My apologies for not posting a journal entry for three days in a row. Among other things, we've had more computer and internet access issues (finally resolved).
If you only visit Ocracoke occasionally you may see the island as a wonderfully laid back and relaxing place to be (and it is!), but really and truly it is different if you live here year 'round. We would all like to be having a 12 month vacation but it's not exactly like that.
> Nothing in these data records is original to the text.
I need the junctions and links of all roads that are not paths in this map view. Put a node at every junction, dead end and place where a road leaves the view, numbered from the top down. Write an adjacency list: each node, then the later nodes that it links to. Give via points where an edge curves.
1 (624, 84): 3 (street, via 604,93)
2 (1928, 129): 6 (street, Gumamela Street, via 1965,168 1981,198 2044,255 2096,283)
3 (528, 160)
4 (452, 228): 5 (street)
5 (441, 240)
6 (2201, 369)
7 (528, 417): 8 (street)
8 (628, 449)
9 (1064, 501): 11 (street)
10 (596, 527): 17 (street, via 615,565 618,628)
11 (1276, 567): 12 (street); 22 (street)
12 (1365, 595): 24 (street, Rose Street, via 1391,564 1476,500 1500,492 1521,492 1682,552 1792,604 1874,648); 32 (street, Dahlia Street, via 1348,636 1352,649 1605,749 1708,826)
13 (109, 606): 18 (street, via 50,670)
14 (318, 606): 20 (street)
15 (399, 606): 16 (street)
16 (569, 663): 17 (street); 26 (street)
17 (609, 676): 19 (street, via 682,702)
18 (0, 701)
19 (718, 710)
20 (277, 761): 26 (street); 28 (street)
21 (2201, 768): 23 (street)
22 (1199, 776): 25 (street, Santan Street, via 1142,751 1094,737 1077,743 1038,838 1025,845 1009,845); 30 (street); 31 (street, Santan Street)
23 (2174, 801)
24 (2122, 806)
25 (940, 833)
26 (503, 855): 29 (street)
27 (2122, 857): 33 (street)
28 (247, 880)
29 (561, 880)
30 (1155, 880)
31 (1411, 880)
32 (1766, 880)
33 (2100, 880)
A lot has been going on here this week -- too much to take it all in actually. School graduation was this weekend. Seven seniors donned cap and gown to receive their diplomas. Afterwards one of the senior's parents hosted a festive party at the Berkeley Center. Needing a quieter evening, Lou Ann and I chose instead to sit on the dock at the Jolly Roger, share a meal, and listen to guitarist Martin Garrish entertain us.
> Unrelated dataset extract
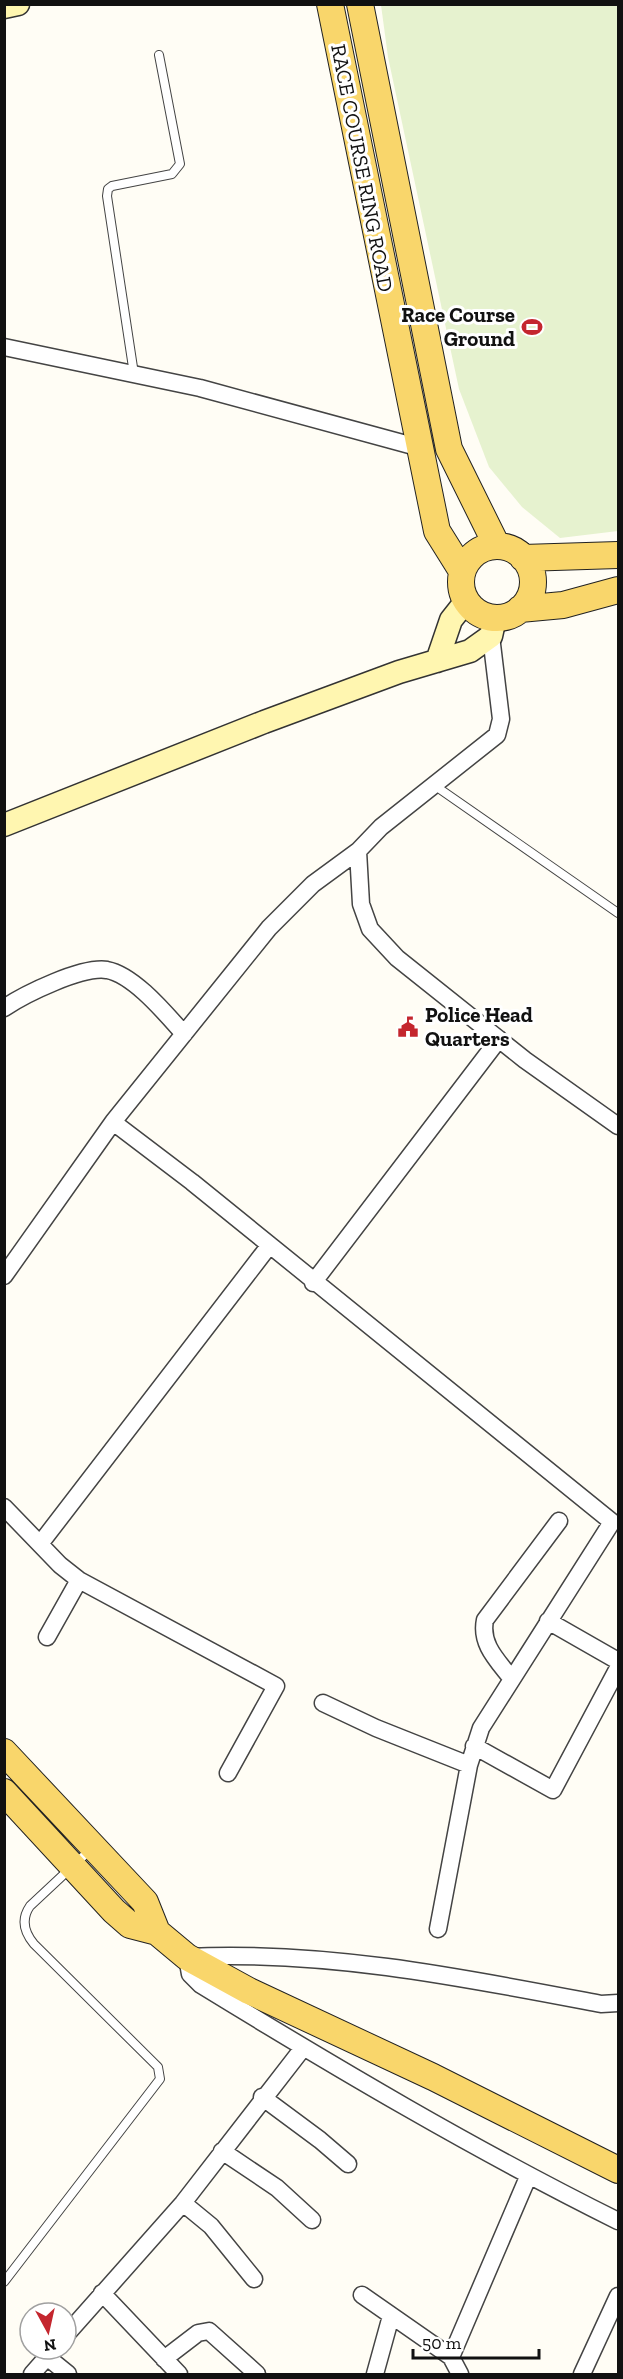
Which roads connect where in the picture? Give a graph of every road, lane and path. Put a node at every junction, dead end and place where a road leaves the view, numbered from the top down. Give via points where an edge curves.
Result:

Sixteen participants in Donald & Merle Davis' storytelling workshop spent Monday evening at our home enjoying fig cake and strawberries, and listening to stories and history of Ocracoke.
In between work and community activities, family and friends' lunch & dinner visits, and attending to other practical matters (like cutting the grass, repairing bicycles, and, oh yes, paying bills) a number of visitors make their way onto our front porch.
Over the weekend Craig & Betty Sue Garrish were back home for a visit and they stopped by to say hello. Betty Sue had lived in my house when she was a teenager and was amazed at the transformation. We chatted about old times, children, and grandchildren. Craig and Betty Sue's daughter, Ashley, is in college in Boone, NC, studying chemistry and criminology. Betty Sue mentioned that Ashley had had a class in Qualitative Analysis.
Of course, none of us knew what the heck Qualitative Analysis was. But we did remark on how dramatically life can change in just a few generations. Our children are studying for college degrees, even Ph.D.'s and we are discussing their progress on the porch of a house built by and lived in by simple folks of a bygone era who may not even have been able to read. Not that their lives were any less rich or meaningful (or vice versa, for that matter) -- just that times have changed and life is definitely different.
Maybe it was Quantitative Analysis. I certainly don't know.